- _What is being asked_
Apart from the pictures, write out the records that follow exactly.

- _Exercise inputs_
- Opening Delimiter -

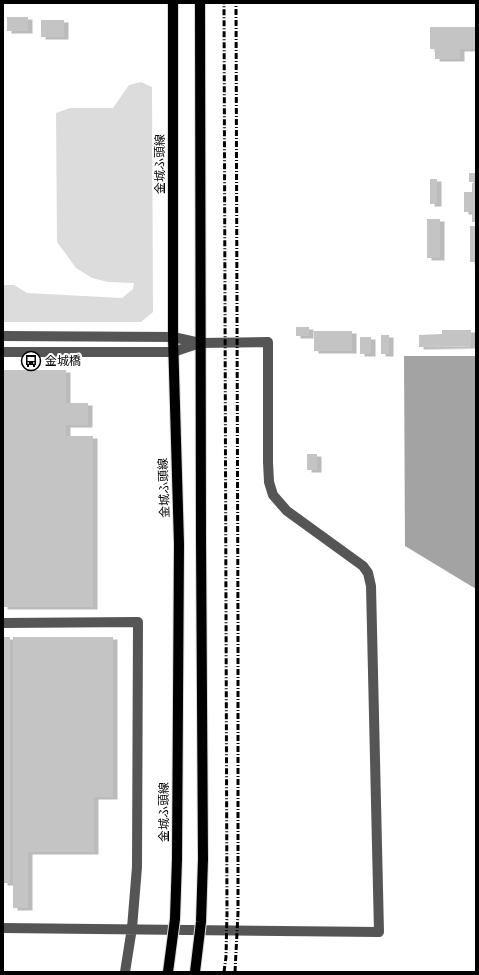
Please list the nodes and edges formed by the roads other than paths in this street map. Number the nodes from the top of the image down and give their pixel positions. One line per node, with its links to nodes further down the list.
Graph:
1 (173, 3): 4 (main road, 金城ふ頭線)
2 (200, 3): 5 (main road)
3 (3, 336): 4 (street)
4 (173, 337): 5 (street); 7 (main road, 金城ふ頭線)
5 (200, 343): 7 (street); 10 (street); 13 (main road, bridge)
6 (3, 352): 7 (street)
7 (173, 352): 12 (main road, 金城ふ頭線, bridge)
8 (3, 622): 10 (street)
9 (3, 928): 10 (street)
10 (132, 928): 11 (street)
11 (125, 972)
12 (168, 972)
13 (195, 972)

- Closing Delimiter -

- _Written answer_
Please list the nodes and edges formed by the roads other than paths in this street map. Number the nodes from the top of the image down and give their pixel positions. One line per node, with its links to nodes further down the list.
Graph:
1 (173, 3): 4 (main road, 金城ふ頭線)
2 (200, 3): 5 (main road)
3 (3, 336): 4 (street)
4 (173, 337): 5 (street); 7 (main road, 金城ふ頭線)
5 (200, 343): 7 (street); 10 (street); 13 (main road, bridge)
6 (3, 352): 7 (street)
7 (173, 352): 12 (main road, 金城ふ頭線, bridge)
8 (3, 622): 10 (street)
9 (3, 928): 10 (street)
10 (132, 928): 11 (street)
11 (125, 972)
12 (168, 972)
13 (195, 972)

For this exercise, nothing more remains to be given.